PROVIDED DATA:
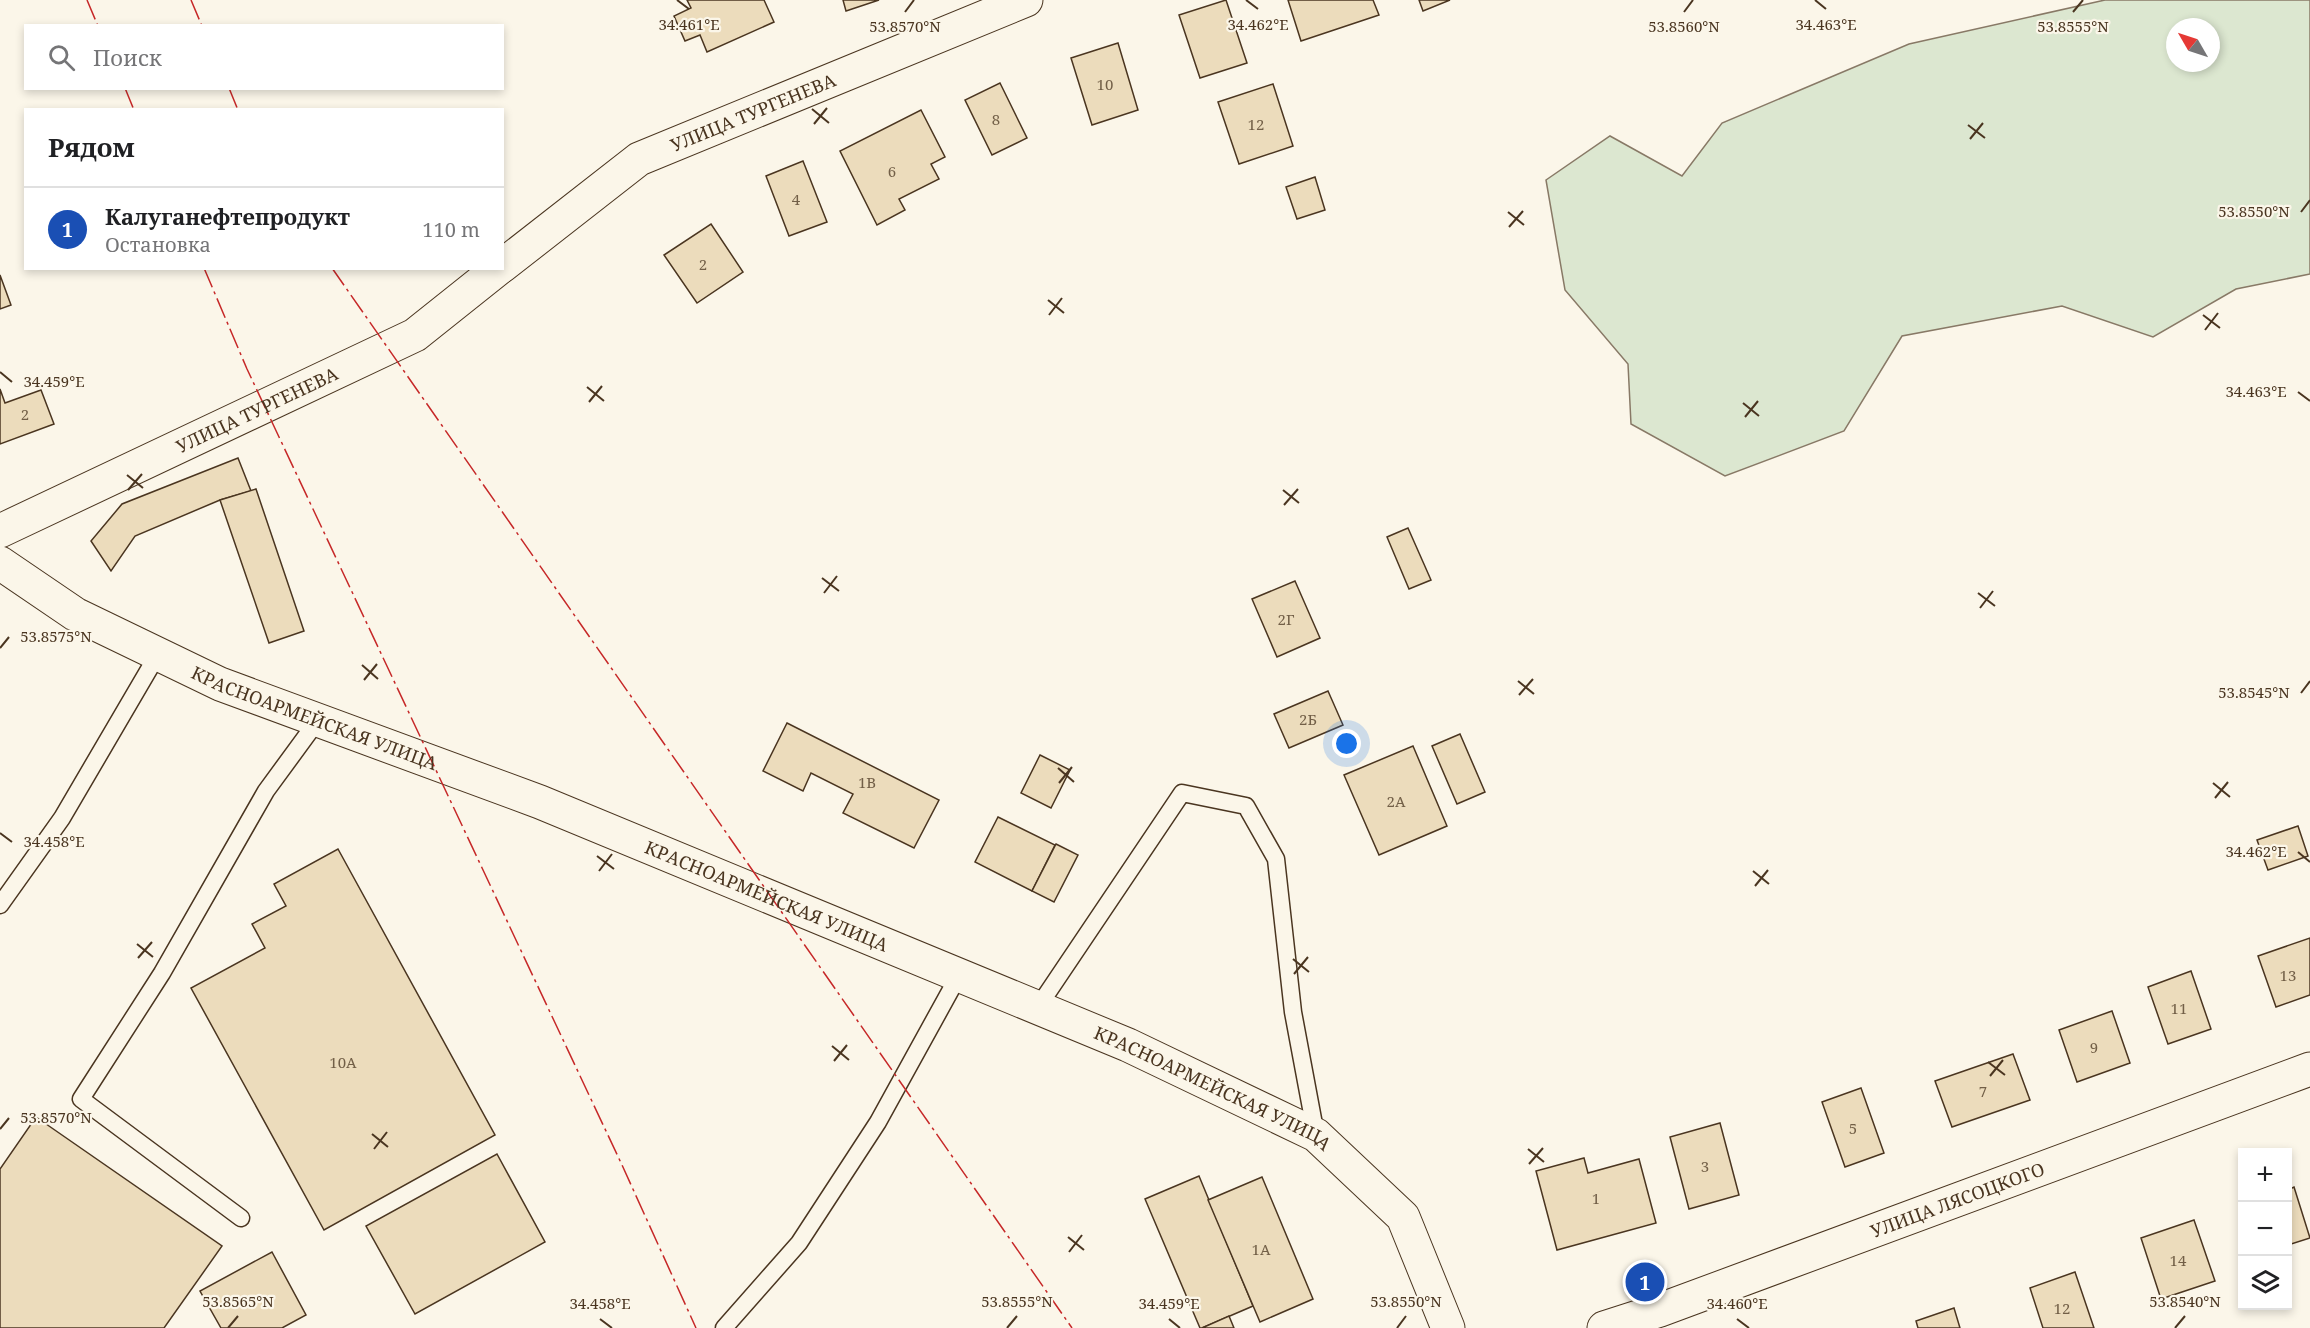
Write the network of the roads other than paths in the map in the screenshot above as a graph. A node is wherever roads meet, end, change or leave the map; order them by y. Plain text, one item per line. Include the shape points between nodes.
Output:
1 (1026, 0) edge
2 (504, 265) edge
3 (497, 270) edge
4 (0, 531) edge
5 (0, 563) edge
6 (158, 654) junction
7 (318, 720) junction
8 (0, 905) edge
9 (959, 975) junction
10 (1038, 1007) junction
11 (2310, 1069) edge
12 (1316, 1135) junction
13 (241, 1218) dead end
14 (724, 1328) edge
15 (1448, 1328) edge
16 (1604, 1328) edge

1 - 2 street, УЛИЦА ТУРГЕНЕВА via 639,159
3 - 4 street, УЛИЦА ТУРГЕНЕВА via 415,335
5 - 6 street, КРАСНОАРМЕЙСКАЯ УЛИЦА via 75,614
6 - 7 street, КРАСНОАРМЕЙСКАЯ УЛИЦА via 220,684
6 - 8 lane via 62,818
7 - 9 street, КРАСНОАРМЕЙСКАЯ УЛИЦА via 540,802
7 - 13 lane via 266,791 162,973 81,1099
9 - 10 street, КРАСНОАРМЕЙСКАЯ УЛИЦА
9 - 14 lane via 878,1122 799,1243
10 - 12 street, КРАСНОАРМЕЙСКАЯ УЛИЦА via 1128,1045
10 - 12 lane via 1182,793 1245,806 1276,859 1293,1012
11 - 16 street, УЛИЦА ЛЯСОЦКОГО
12 - 15 street, КРАСНОАРМЕЙСКАЯ УЛИЦА via 1403,1217

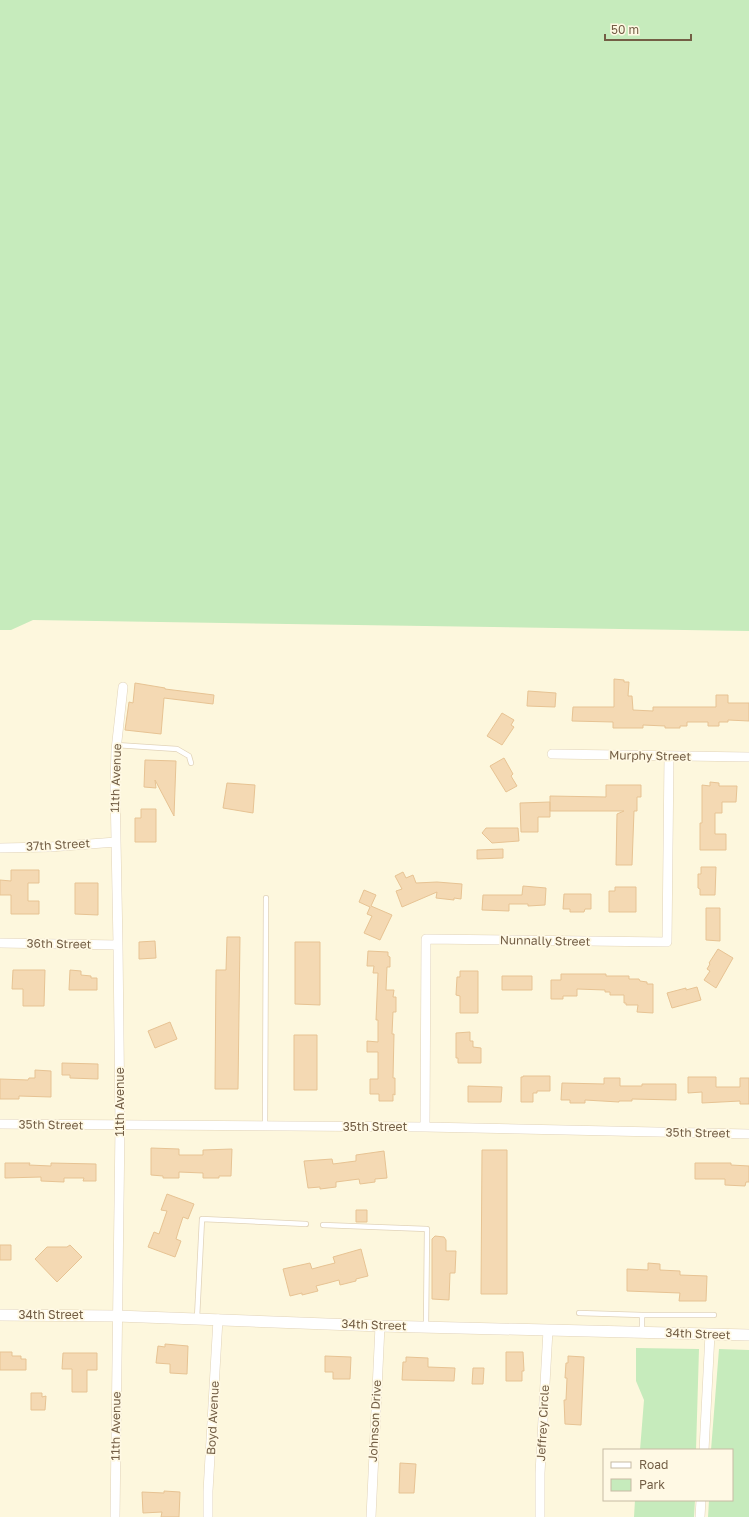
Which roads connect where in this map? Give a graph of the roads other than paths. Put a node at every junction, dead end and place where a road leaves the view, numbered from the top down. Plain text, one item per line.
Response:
1 (123, 687) dead end
2 (116, 745) junction
3 (552, 754) dead end
4 (669, 756) junction
5 (749, 757) edge
6 (191, 763) dead end
7 (116, 842) junction
8 (0, 848) edge
9 (266, 898) dead end
10 (0, 943) edge
11 (118, 945) junction
12 (0, 1124) edge
13 (120, 1126) junction
14 (265, 1126) junction
15 (425, 1127) junction
16 (749, 1134) edge
17 (306, 1224) dead end
18 (324, 1225) dead end
19 (579, 1313) dead end
20 (0, 1315) edge
21 (642, 1315) junction
22 (714, 1315) dead end
23 (117, 1316) junction
24 (197, 1318) junction
25 (218, 1319) junction
26 (380, 1326) junction
27 (426, 1327) junction
28 (548, 1330) junction
29 (642, 1332) junction
30 (710, 1334) junction
31 (749, 1335) edge
32 (704, 1449) edge
33 (701, 1501) edge
34 (115, 1517) edge
35 (208, 1517) edge
36 (371, 1517) edge
37 (540, 1517) edge
38 (700, 1517) edge

1 - 2 street, 11th Avenue
2 - 6 lane
2 - 7 street, 11th Avenue
3 - 4 street, Murphy Street
4 - 5 street, Murphy Street
4 - 15 street, Nunnally Street
7 - 8 street, 37th Street
7 - 11 street, 11th Avenue
9 - 14 lane
10 - 11 street, 36th Street
11 - 13 street, 11th Avenue
12 - 13 street, 35th Street
13 - 14 street, 35th Street
13 - 23 street, 11th Avenue
14 - 15 street, 35th Street
15 - 16 street, 35th Street
17 - 24 lane
18 - 27 lane
19 - 21 lane
20 - 23 street, 34th Street
21 - 22 lane
21 - 29 lane
23 - 24 street, 34th Street
23 - 34 street, 11th Avenue
24 - 25 street, 34th Street
25 - 26 street, 34th Street
25 - 35 street, Boyd Avenue
26 - 27 street, 34th Street
26 - 36 street, Johnson Drive
27 - 28 street, 34th Street
28 - 29 street, 34th Street
28 - 37 street, Jeffrey Circle
29 - 30 street, 34th Street
30 - 31 street, 34th Street
30 - 32 street
33 - 38 street

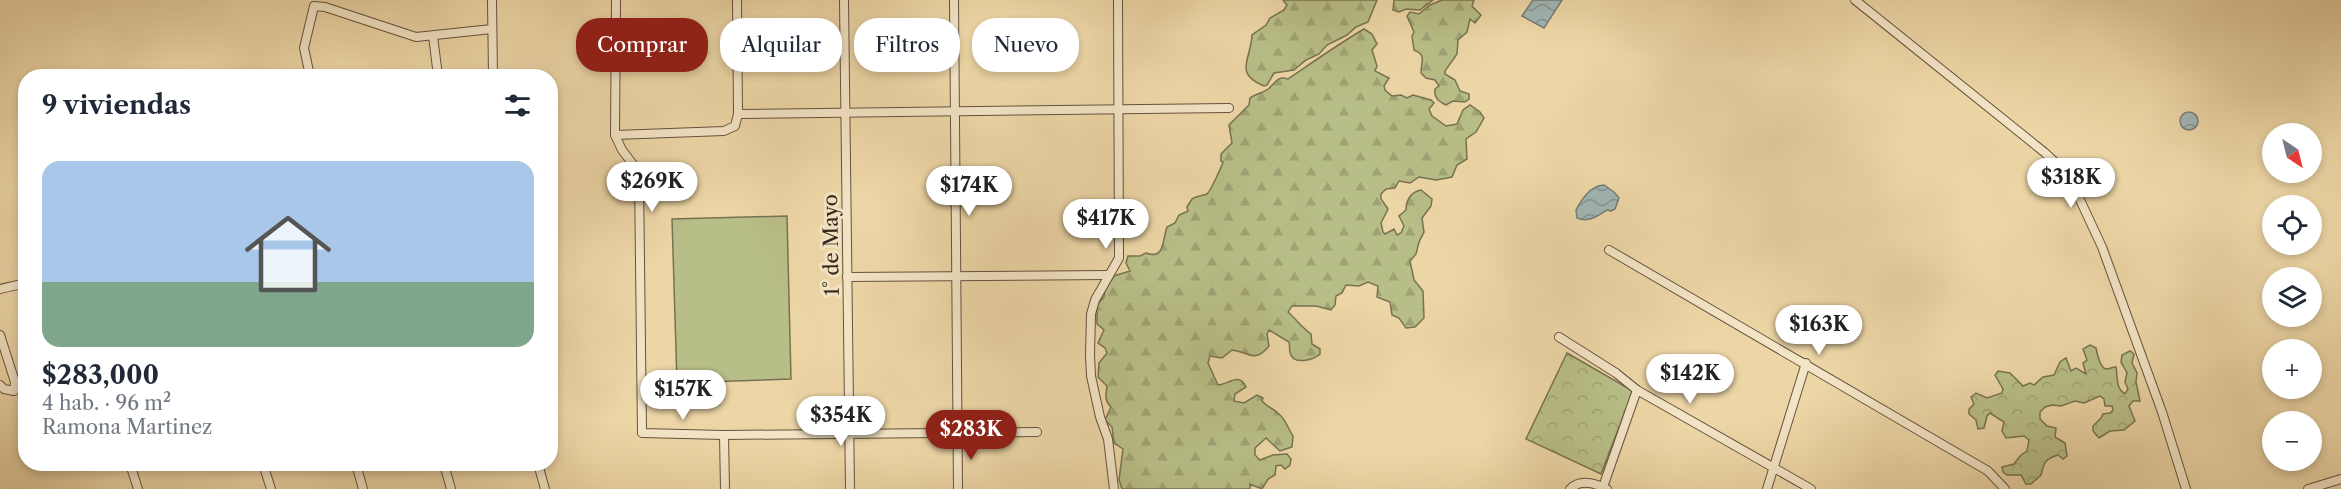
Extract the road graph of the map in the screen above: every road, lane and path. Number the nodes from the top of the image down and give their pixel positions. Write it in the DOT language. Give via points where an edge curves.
graph roads {
  1 [pos="492,0"];
  2 [pos="616,0"];
  3 [pos="737,0"];
  4 [pos="844,0"];
  5 [pos="954,0"];
  6 [pos="1118,0"];
  7 [pos="1855,0"];
  8 [pos="311,3"];
  9 [pos="492,29"];
  10 [pos="433,36"];
  11 [pos="308,69"];
  12 [pos="437,69"];
  13 [pos="493,69"];
  14 [pos="1229,108"];
  15 [pos="1118,109"];
  16 [pos="955,111"];
  17 [pos="845,112"];
  18 [pos="738,114"];
  19 [pos="615,135"];
  20 [pos="1609,250"];
  21 [pos="1108,274"];
  22 [pos="848,277"];
  23 [pos="957,277"];
  24 [pos="18,285"];
  25 [pos="0,289"];
  26 [pos="0,335"];
  27 [pos="1559,337"];
  28 [pos="1806,363"];
  29 [pos="0,385"];
  30 [pos="1637,390"];
  31 [pos="1037,432"];
  32 [pos="849,434"];
  33 [pos="958,434"];
  34 [pos="724,435"];
  35 [pos="1773,467"];
  36 [pos="132,471"];
  37 [pos="265,471"];
  38 [pos="358,471"];
  39 [pos="446,471"];
  40 [pos="540,471"];
  41 [pos="2341,479"];
  42 [pos="1605,488"];
  43 [pos="138,489"];
  44 [pos="271,489"];
  45 [pos="363,489"];
  46 [pos="451,489"];
  47 [pos="545,489"];
  48 [pos="725,489"];
  49 [pos="850,489"];
  50 [pos="958,489"];
  51 [pos="1114,489"];
  52 [pos="1570,489"];
  53 [pos="1767,489"];
  54 [pos="1811,489"];
  55 [pos="2005,489"];
  56 [pos="2186,489"];
  57 [pos="2308,489"];
  1 -- 9 [label="street"];
  2 -- 19 [label="street"];
  3 -- 18 [label="street"];
  4 -- 17 [label="street, 1° de Mayo"];
  5 -- 16 [label="street"];
  6 -- 15 [label="street"];
  7 -- 56 [label="street" via="2068,174 2102,247"];
  8 -- 10 [label="street" via="416,37"];
  8 -- 11 [label="street" via="304,48"];
  9 -- 10 [label="street"];
  9 -- 13 [label="street"];
  10 -- 12 [label="street"];
  14 -- 15 [label="street"];
  15 -- 16 [label="street"];
  15 -- 21 [label="street" via="1119,258"];
  16 -- 17 [label="street"];
  16 -- 23 [label="street"];
  17 -- 18 [label="street"];
  17 -- 22 [label="street, 1° de Mayo"];
  18 -- 19 [label="street" via="735,126 724,131"];
  19 -- 34 [label="street" via="639,177 642,433"];
  20 -- 28 [label="street"];
  21 -- 23 [label="street"];
  21 -- 51 [label="street" via="1091,314 1091,376 1108,439"];
  22 -- 23 [label="street"];
  22 -- 32 [label="street, 1° de Mayo"];
  23 -- 33 [label="street"];
  24 -- 25 [label="street"];
  26 -- 29 [label="street" via="15,382 14,391"];
  27 -- 30 [label="street"];
  28 -- 35 [label="street"];
  28 -- 55 [label="street" via="1988,471"];
  30 -- 35 [label="street"];
  30 -- 42 [label="street"];
  31 -- 33 [label="street"];
  32 -- 33 [label="street"];
  32 -- 34 [label="street"];
  32 -- 49 [label="street, 1° de Mayo"];
  33 -- 50 [label="street"];
  34 -- 48 [label="street"];
  35 -- 53 [label="street"];
  35 -- 54 [label="street"];
  36 -- 43 [label="street"];
  37 -- 44 [label="street"];
  38 -- 45 [label="street"];
  39 -- 46 [label="street"];
  40 -- 47 [label="street"];
  41 -- 57 [label="street"];
  42 -- 52 [label="street" via="1578,483"];
}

WHAT THE EXERCISE ASKS:
A line belongs in the answer if it contains the word "Avenue"; please copy each such line from the material.

EXERCISE SOLUTION:
1 - 2 street, 11th Avenue
2 - 7 street, 11th Avenue
7 - 11 street, 11th Avenue
11 - 13 street, 11th Avenue
13 - 23 street, 11th Avenue
23 - 34 street, 11th Avenue
25 - 35 street, Boyd Avenue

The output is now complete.